We used a self-administered questionnaire to explore predictors of workplace SHS exposure, as measured by personal exposure to vapor-phase nicotine, for a population of trucking industry workers. For nonsmokers, the self-reported duration of time spent in smoking-allowed areas, combined with the average number of people smoking in those areas, was a positive predictor of measured nicotine concentrations, suggesting that the self-reports of SHS exposure among the nonsmokers in this population is relatively reliable. In addition, the absence of a workplace smoking policy (as reported by the workers) was significantly associated with elevated personal nicotine levels among the nonsmokers. However, these factors were not statistically significant predictors of personal nicotine levels among the smokers. Not surprisingly, both smoking and nonsmoking drivers had statistically significantly lower (but detectable) levels of nicotine compared with nondrivers, after controlling for active smoking, because drivers in general spend less time with other workers than nondrivers do. Note that although drivers spend most of their work day alone in their truck cabs, nonsmoking drivers still have an opportunity to be exposed to SHS at the trucking terminals, at delivery docks, and on breaks. The “official” smoking policy, as reported by the terminal managers, and the existence of a state or county smoking ban were not associated with nicotine levels for either nonsmokers or smokers.

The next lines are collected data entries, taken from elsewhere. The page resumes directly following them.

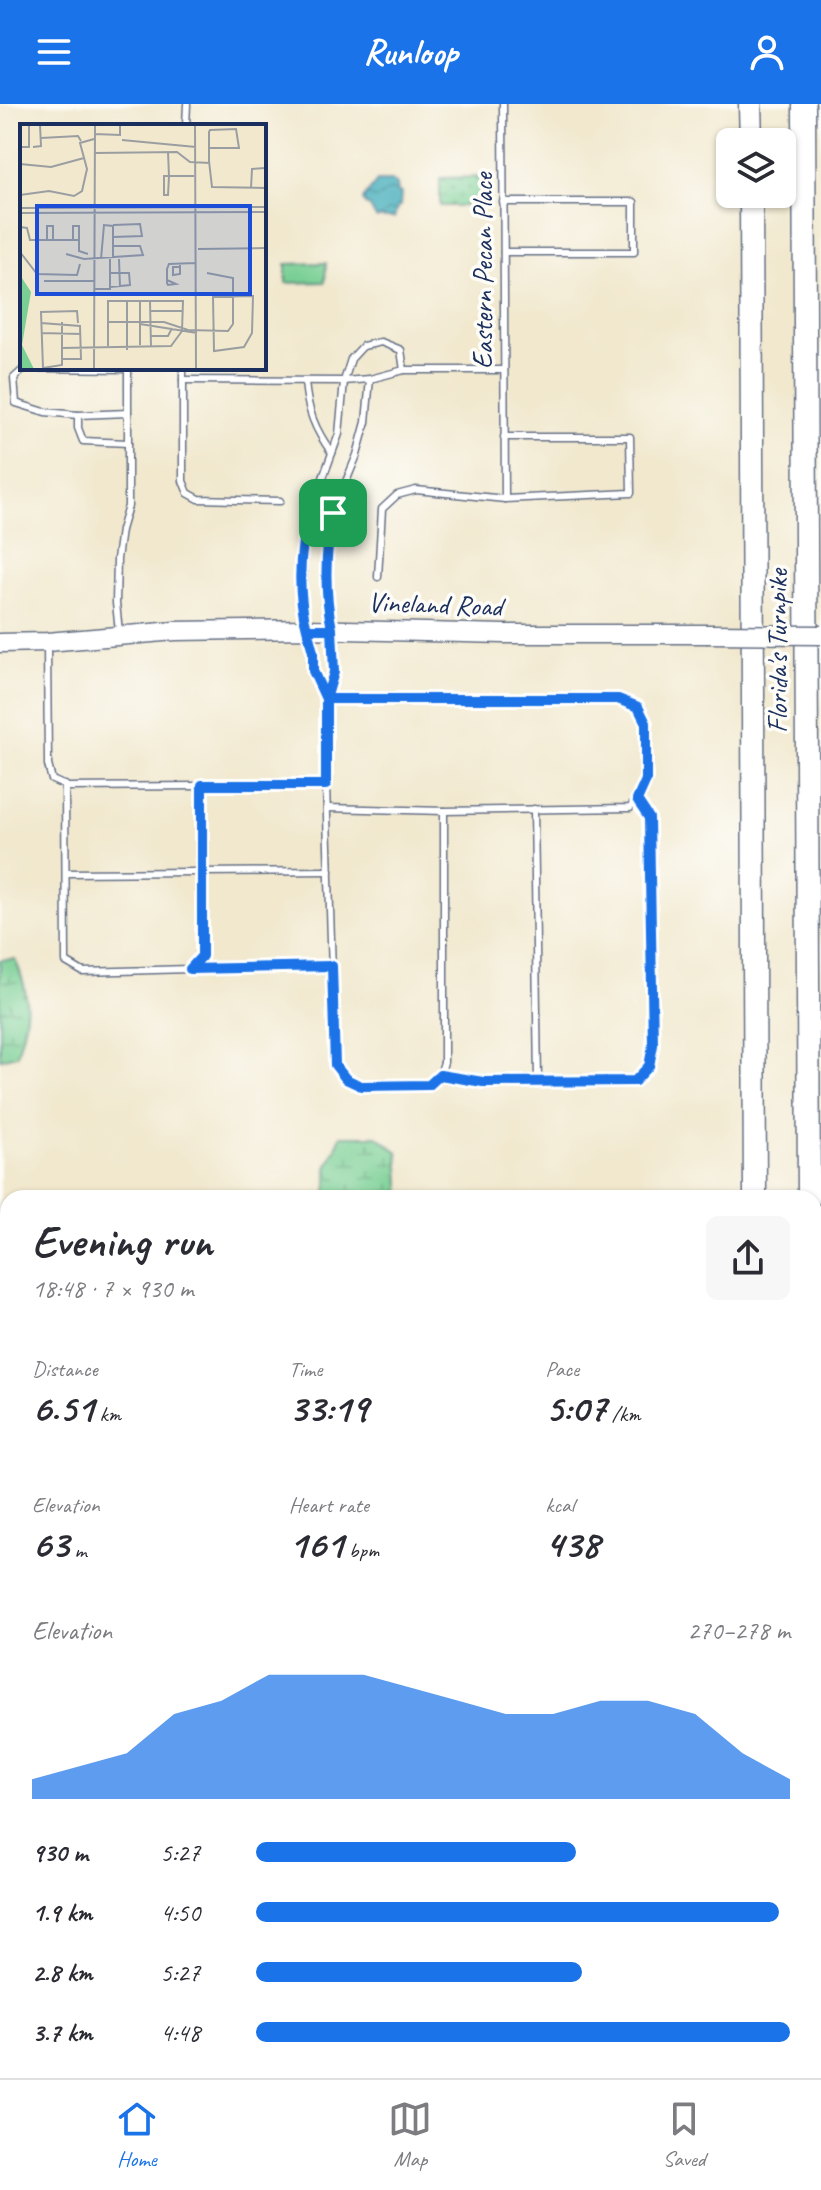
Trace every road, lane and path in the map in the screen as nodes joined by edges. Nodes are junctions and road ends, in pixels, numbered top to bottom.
1 (187, 104) edge
2 (503, 104) edge
3 (750, 104) edge
4 (804, 104) edge
5 (186, 124) edge
6 (751, 128) edge
7 (503, 202) junction
8 (751, 208) edge
9 (504, 252) junction
10 (23, 370) edge
11 (128, 370) edge
12 (183, 370) edge
13 (404, 370) junction
14 (504, 370) junction
15 (370, 379) junction
16 (183, 380) junction
17 (305, 381) junction
18 (344, 381) junction
19 (128, 413) junction
20 (78, 415) junction
21 (504, 437) junction
22 (128, 443) junction
23 (332, 453) junction
24 (505, 499) junction
25 (280, 501) dead end
26 (311, 504) junction
27 (333, 513) junction
28 (378, 577) dead end
29 (307, 629) junction
30 (332, 629) junction
31 (821, 635) edge
32 (119, 636) junction
33 (47, 642) junction
34 (0, 643) edge
35 (326, 699) junction
36 (65, 785) junction
37 (202, 785) junction
38 (326, 785) junction
39 (637, 800) junction
40 (327, 808) junction
41 (534, 809) junction
42 (444, 811) junction
43 (329, 871) junction
44 (66, 873) junction
45 (202, 873) junction
46 (332, 966) junction
47 (190, 969) junction
48 (440, 1075) junction
49 (538, 1081) junction
50 (755, 1190) edge
51 (809, 1190) edge

1 - 5 lane
2 - 7 lane, Eastern Pecan Place
3 - 6 highway
4 - 51 highway, Florida's Turnpike
7 - 9 lane, Eastern Pecan Place
7 - 9 lane
8 - 50 highway, Florida's Turnpike
9 - 14 lane, Eastern Pecan Place
10 - 20 lane
11 - 19 lane
12 - 16 lane
13 - 14 lane
13 - 15 lane
13 - 18 lane
14 - 21 lane, Eastern Pecan Place
15 - 18 lane
15 - 27 lane
16 - 17 lane
16 - 25 lane
17 - 18 lane
17 - 23 lane
18 - 23 lane
19 - 20 lane
19 - 22 lane
20 - 22 lane
21 - 24 lane, Eastern Pecan Place
21 - 24 lane
22 - 32 lane
23 - 26 lane
24 - 28 lane
26 - 27 lane
26 - 29 lane
27 - 30 lane
29 - 30 main road, Vineland Road
29 - 32 main road, Vineland Road
29 - 35 lane
30 - 31 main road, Vineland Road, bridge
30 - 35 lane
32 - 33 main road, Vineland Road
33 - 34 main road, Vineland Road
33 - 36 lane
35 - 38 lane
35 - 39 lane
36 - 37 lane
36 - 44 lane
37 - 38 lane
37 - 45 lane
38 - 40 lane
39 - 41 lane
39 - 49 lane
40 - 42 lane
40 - 43 lane
41 - 42 lane
41 - 49 lane
42 - 48 lane
43 - 45 lane
43 - 46 lane
44 - 45 lane
44 - 47 lane
45 - 47 lane
46 - 47 lane
46 - 48 lane
48 - 49 lane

The “perceived” smoking policy reported by the workers and the official policy agreed only about half of the time, implying either that enforcement and compliance of the smoking policy in these workplaces were poor or that in fact the official policy was not well correlated with actual exposure. It is interesting to note that, among the workers who worked at the terminals without any official smoking policy (n = 20), most of them (95%) perceived that their workplace has some restrictions on cigarette smoking.
Although smokers are certainly exposed to SHS from their own cigarettes and the other smokers around them, it is difficult to tease out predictors of these exposures because of the strong effects of active smoking. In a study of SHS in the home,
Leaderer and Hammond (1991) found a linear relationship between self-reported number of cigarettes smoked and area levels of vapor-phase nicotine. In our data, the amount of self-reported active smoking explained a large proportion of the variation in nicotine concentrations (
R2 = 0.44 in the model including only the number of cigarettes smoked in the previous 2 days, age, and trucking terminal) and may have masked the smaller effects of workplace smoking policy or time spent with other smokers.
We did not find a statistically significant difference in nicotine concentration between the nonsmokers who reported an “indoor restricted area policy” and those who reported an “outdoor only policy” (), possibly because of the low power due to small sample size. In addition, this might be due to errors in the reporting of policy or the possibility of differences in behavior of smokers dependent on the policy that would affect the actual exposure levels. Another explanation is that indoor air might be contaminated by smoking right at doorways.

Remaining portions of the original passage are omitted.